Methodology
A hardware-envelope and inference-benchmark protocol for consumer AMD RDNA 4 (gfx1201). The full document lives in the repository as METHODOLOGY.md. This page summarises the part that is public.
Scope and goals
The platform answers two questions. They are kept apart on purpose.
- Engineering envelope (public). Which configurations of
(model, quantization, max_model_len, gpu_memory_utilization, kv_cache_dtype, tensor_parallel_size)load on this hardware. For each, what is the VRAM footprint, the KV-cache capacity, and the per-GPU thermal and power profile under load. - Scaling sweep (embargoed until publication). At the best validated configurations, how throughput, latency, and power efficiency scale with concurrent request count
N. Where the throughput knee sits. How these compare across quantizations, architectures, and backends.
Two-phase experimental design
Phase 1 · Hardware envelope
Determine what loads and what it costs. VRAM footprint, KV-cache capacity, max-concurrency, and per-GPU thermal and power profile per configuration. Public.
Phase 2 · Scaling sweep
At the best validated configurations, sweep concurrent request count N over a standard grid. Characterise throughput, latency, and efficiency scaling. Numerical results embargoed.
Statistical protocol, Tier A, n = 10
From the Run-3 / v0.5 series onward, each (quant, TP, N) cell runs REPS = 10 times. Each rep is a fresh vLLM process with a full model load and a cooldown between runs. Results are reported as descriptive statistics over the 10 reps, never a single observation.
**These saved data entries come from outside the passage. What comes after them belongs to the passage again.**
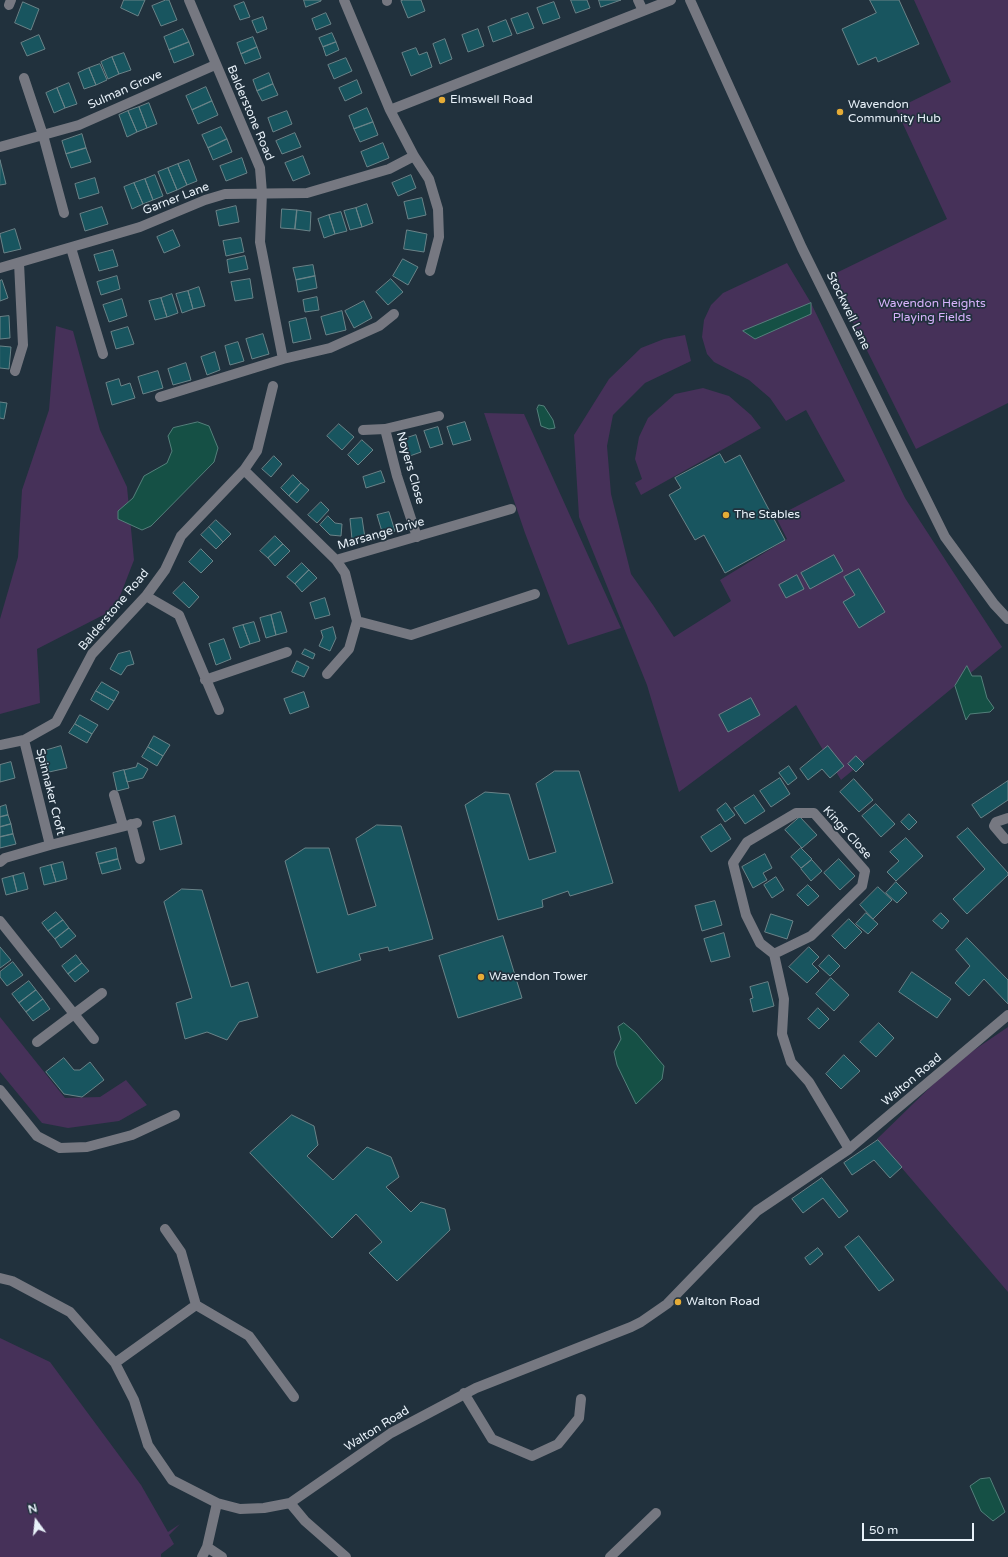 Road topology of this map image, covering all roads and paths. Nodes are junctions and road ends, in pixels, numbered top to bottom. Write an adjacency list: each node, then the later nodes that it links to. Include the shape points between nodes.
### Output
1 (189, 0): 7 (street, Balderstone Road)
2 (344, 0): 9 (street)
3 (638, 0): 6 (street)
4 (671, 0): 6 (street)
5 (690, 0): 34 (street, Stockwell Lane, via 802,248 945,537)
6 (643, 11): 9 (street)
7 (215, 65): 10 (street, Sulman Grove, via 79,125); 13 (street, Balderstone Road, via 232,98 260,168)
8 (24, 78): 10 (street)
9 (390, 110): 12 (street)
10 (43, 135): 11 (street, Sulman Grove); 14 (street)
11 (0, 147)
12 (414, 156): 13 (street, Garner Lane, via 389,169 307,193); 18 (street, via 429,179 438,209 439,237)
13 (262, 193): 15 (street, Garner Lane, via 225,194 140,227); 21 (street, Balderstone Road, via 260,242)
14 (64, 213)
15 (72, 248): 16 (street, Garner Lane); 20 (street)
16 (19, 263): 17 (street, Garner Lane); 22 (street, via 23,345)
17 (0, 268)
18 (430, 271)
19 (394, 314): 21 (street, via 379,326 330,348)
20 (103, 354)
21 (283, 359): 24 (street)
22 (15, 371)
23 (274, 386): 28 (street, Balderstone Road, via 257,452)
24 (160, 397)
25 (440, 416): 26 (street, Noyers Close)
26 (385, 429): 27 (street, Noyers Close); 30 (street, Noyers Close, via 397,476)
27 (363, 430)
28 (244, 470): 31 (street, Marsange Drive); 33 (street, Balderstone Road, via 181,536 165,570)
29 (511, 509): 30 (street, Marsange Drive)
30 (418, 537): 31 (street, Marsange Drive)
31 (336, 560): 35 (street, via 345,573)
32 (535, 594): 35 (street, via 411,635)
33 (146, 596): 38 (street, via 179,615); 40 (street, Balderstone Road, via 92,654 56,722)
34 (1008, 620)
35 (358, 621): 37 (street, via 349,649)
36 (287, 652): 38 (street)
37 (327, 674)
38 (205, 680): 39 (street)
39 (219, 710)
40 (24, 740): 41 (street, Balderstone Road); 46 (street, Spinnaker Croft)
41 (0, 745)
42 (114, 795): 44 (street)
43 (1008, 818): 45 (street, via 996,822 994,826)
44 (130, 825): 46 (street); 47 (street)
45 (1005, 839)
46 (50, 845): 48 (street, Spinnaker Croft, via 5,858)
47 (140, 859)
48 (0, 862)
49 (0, 920): 52 (street)
50 (774, 954): 50 (street, Kings Close, via 760,943 746,915 733,863 747,842 796,813 814,813 865,871 862,886 811,936); 58 (street, via 784,999 782,1034 791,1062 809,1082)
51 (102, 993): 52 (street)
52 (75, 1014): 54 (street); 55 (street)
53 (1008, 1015): 58 (street, Walton Road)
54 (94, 1039)
55 (37, 1042)
56 (0, 1090): 57 (street, via 37,1136 60,1148 87,1147 132,1135)
57 (175, 1115)
58 (849, 1149): 63 (street, Walton Road, via 757,1211 666,1304 641,1322)
59 (165, 1229): 61 (street, via 181,1252)
60 (0, 1278): 62 (street, Walton Road, via 12,1281 70,1312)
61 (196, 1305): 62 (street); 64 (street, via 249,1336)
62 (115, 1363): 66 (street, Walton Road, via 134,1400 148,1445 172,1480)
63 (464, 1393): 65 (street, via 492,1438 532,1456 558,1444 579,1418); 67 (street, Walton Road, via 391,1433)
64 (294, 1397)
65 (581, 1399)
66 (217, 1503): 67 (street, Walton Road, via 240,1508 264,1508); 69 (street)
67 (290, 1503): 72 (street, via 305,1521)
68 (656, 1513): 73 (street)
69 (207, 1547): 70 (street); 71 (street)
70 (202, 1557)
71 (222, 1557)
72 (346, 1557)
73 (610, 1557) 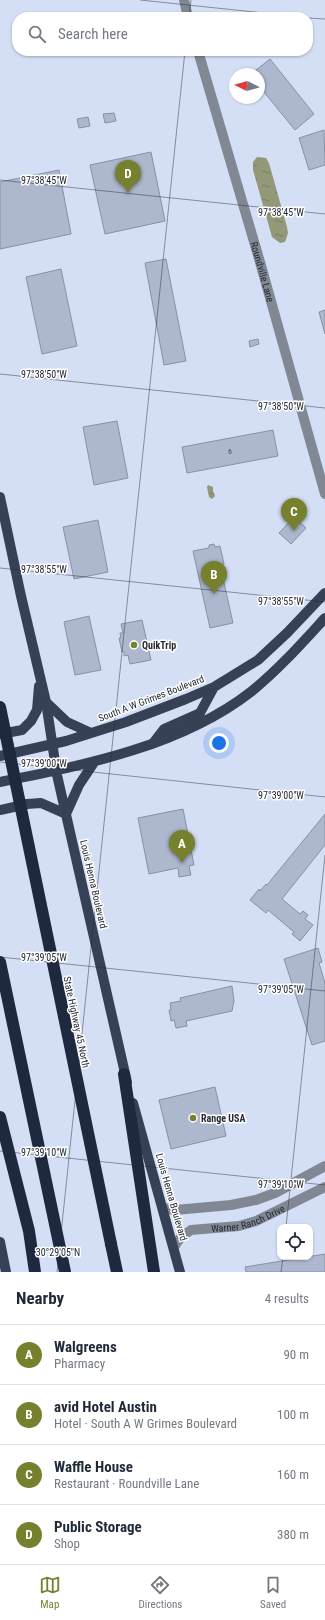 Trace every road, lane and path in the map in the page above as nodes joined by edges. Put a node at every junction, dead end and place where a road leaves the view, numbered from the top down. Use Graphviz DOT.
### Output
graph roads {
  1 [pos="184,0"];
  2 [pos="187,12"];
  3 [pos="199,56"];
  4 [pos="325,494"];
  5 [pos="0,497"];
  6 [pos="325,593"];
  7 [pos="325,618"];
  8 [pos="40,676"];
  9 [pos="214,687"];
  10 [pos="46,702"];
  11 [pos="0,707"];
  12 [pos="91,733"];
  13 [pos="0,734"];
  14 [pos="154,742"];
  15 [pos="53,745"];
  16 [pos="0,756"];
  17 [pos="95,761"];
  18 [pos="57,770"];
  19 [pos="0,782"];
  20 [pos="0,810"];
  21 [pos="66,814"];
  22 [pos="0,962"];
  23 [pos="124,1074"];
  24 [pos="0,1117"];
  25 [pos="325,1166"];
  26 [pos="325,1187"];
  27 [pos="163,1208"];
  28 [pos="0,1242"];
  29 [pos="174,1247"];
  30 [pos="6,1272"];
  31 [pos="35,1272"];
  32 [pos="64,1272"];
  33 [pos="117,1272"];
  34 [pos="154,1272"];
  35 [pos="180,1272"];
  1 -- 2 [label="street"];
  3 -- 4 [label="street, Roundville Lane"];
  5 -- 8 [label="main road, Louis Henna Boulevard"];
  6 -- 9 [label="main road, South A W Grimes Boulevard"];
  7 -- 14 [label="main road"];
  8 -- 10 [label="main road, Louis Henna Boulevard"];
  8 -- 13 [label="main road"];
  9 -- 12 [label="main road, South A W Grimes Boulevard"];
  9 -- 14 [label="main road"];
  10 -- 12 [label="main road"];
  10 -- 15 [label="main road, Louis Henna Boulevard"];
  11 -- 33 [label="highway, State Highway 45 North, bridge"];
  12 -- 15 [label="main road, South A W Grimes Boulevard"];
  14 -- 17 [label="main road"];
  15 -- 16 [label="main road, South A W Grimes Boulevard"];
  15 -- 18 [label="main road, Louis Henna Boulevard"];
  17 -- 18 [label="main road"];
  17 -- 21 [label="main road"];
  18 -- 19 [label="main road"];
  18 -- 21 [label="main road, Louis Henna Boulevard"];
  20 -- 21 [label="main road"];
  21 -- 23 [label="main road, Louis Henna Boulevard"];
  22 -- 32 [label="highway"];
  23 -- 27 [label="main road, Louis Henna Boulevard"];
  23 -- 34 [label="highway"];
  24 -- 31 [label="highway"];
  25 -- 27 [label="street, Warner Ranch Drive"];
  26 -- 29 [label="street, Warner Ranch Drive"];
  27 -- 29 [label="main road, Louis Henna Boulevard"];
  28 -- 30 [label="main road"];
  29 -- 35 [label="main road, Louis Henna Boulevard"];
}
- Central tendency: median. The throughput and latency distributions are skewed by cold-cache, thermal, and preemption outliers. The arithmetic mean would mislead.
- Dispersion and tails: p95, p99, min, max (IQR where useful). The deployment-relevant figure is the p99 of per-request latency, not the mean.
n_runsper cell is recorded explicitly. A cell with fewer than 10 valid reps is aggregated over what completed and flagged.
When the text calls a difference between configurations meaningful, the family-wise error rate across the N-ladder is controlled with Holm–Bonferroni1. Without that test, a comparison stays descriptive and claims no significance.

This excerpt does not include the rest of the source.